Batch Jobs
Introduction to Sun Grid Engine
Job Submission and Scheduling
Job scheduling and control on the Tornado cluster is the responsibility of the Sun Grid Engine (SGE), and it schedules and runs jobs according to a fair-share policy, whereby the long-term allotment of CPU-time to jobs is proportional to the share of the Tornado system owned by each job-owner's institute of affiliation.
Currently on Tornado, batch jobs can be submitted from either the login-node, or any one of the compute nodes.
Jobs are submitted to the SGE using qsub, either typed interactively or embedded in job scripts or regular scripts.
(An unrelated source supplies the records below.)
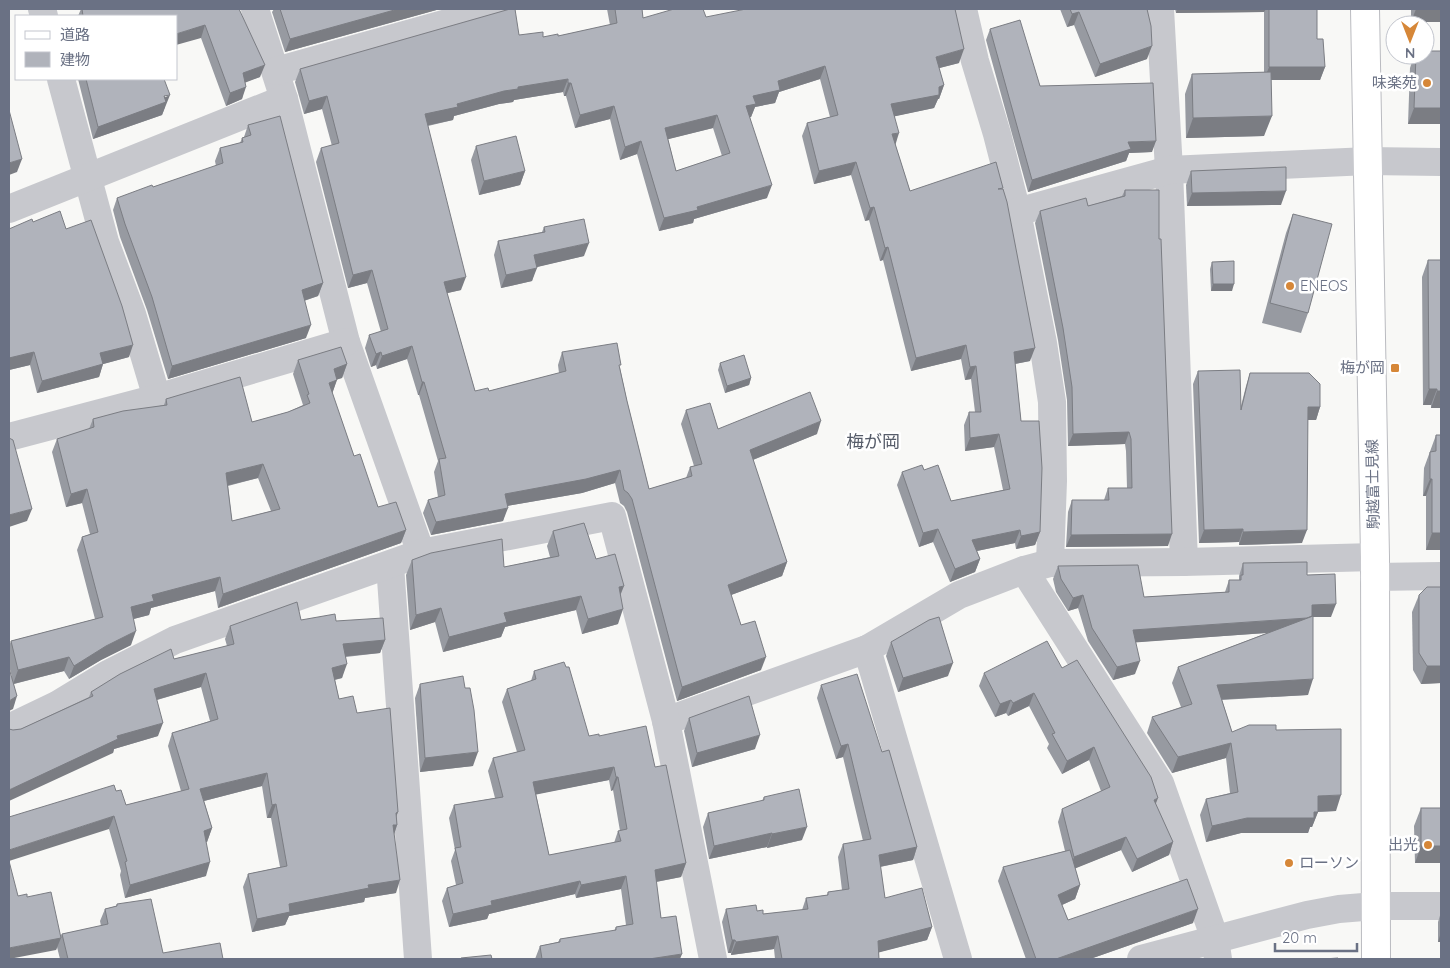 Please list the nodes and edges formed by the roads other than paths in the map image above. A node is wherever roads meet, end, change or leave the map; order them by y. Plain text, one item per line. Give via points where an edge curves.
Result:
1 (255, 9) edge
2 (497, 9) edge
3 (963, 9) edge
4 (1160, 9) edge
5 (1365, 9) edge
6 (276, 71) junction
7 (61, 80) edge
8 (284, 98) junction
9 (1368, 161) junction
10 (1441, 162) edge
11 (1169, 170) junction
12 (86, 177) junction
13 (9, 209) edge
14 (1017, 212) junction
15 (346, 342) junction
16 (157, 398) junction
17 (9, 438) edge
18 (421, 553) junction
19 (1184, 562) junction
20 (1050, 563) junction
21 (390, 565) junction
22 (1374, 567) junction
23 (1024, 570) junction
24 (1441, 576) edge
25 (867, 649) junction
26 (666, 722) junction
27 (9, 728) edge
28 (1376, 906) junction
29 (1441, 906) edge
30 (1217, 949) edge
31 (418, 959) edge
32 (713, 959) edge
33 (958, 959) edge
34 (1140, 959) edge
35 (1376, 959) edge

1 - 6 street
2 - 6 street
3 - 14 street via 974,61
4 - 11 street
5 - 9 main road, 駒越富士見線
6 - 8 street
7 - 12 street
8 - 12 street
8 - 15 street
9 - 10 street
9 - 11 street
9 - 22 main road, 駒越富士見線
11 - 14 street
11 - 19 street
12 - 13 street
12 - 16 street
14 - 20 street via 1052,402
15 - 16 street
15 - 18 street
16 - 17 street
18 - 21 street
18 - 26 street via 612,516
19 - 20 street
19 - 22 street
20 - 23 street
21 - 27 street via 175,640
21 - 31 street
22 - 24 street
22 - 28 main road, 駒越富士見線
23 - 25 street via 959,595
23 - 30 street via 1160,783
25 - 26 street
25 - 33 street
26 - 32 street
28 - 29 street
28 - 30 street via 1307,915
28 - 35 main road, 駒越富士見線
30 - 34 street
Job scripts must be stored in files, and a job with a job-script stored in a file named mycalc.job is submitted to the SGE by the command:
qsub mycalc.job
Job scripts for the SGE consist of two sections, the first of which contains information for the SGE regarding the nature of the job (eg., expected resource usage, etc.), and the second containing statements to be executed by a shell. For example, a job-script to run the program xplor (with input from dgsa.inp and interactive output to dgsa.log followed by the program runstats could look as follows:
#----------------------------------------------------------------------------- # SGE directives # #$ -N my_job #$ -S /bin/sh #$ -cwd # #----------------------------------------------------------------------------- # user command section # xplor < dgsa.inp > dgsa.log runstats dgsa.log
Assuming that the text shown above is stored in the file dgsa.job, the command-line:
qsub dgsa.job
will submit the corresponding job to the SGE.
A collection of useful SGE directives and their meanings will be provided further below. However, it is also valuable to understand the main principles of job-submission. In essence, each job script is read by two different programs in the course of running each job. The first program to read each job script is qsub, and it only cares about lines starting with the #$ combination of characters and ignores all other parts of job scripts. The second program to read each job script is the shell that the SGE starts on the compute node(s) to carry out the statements in the job script.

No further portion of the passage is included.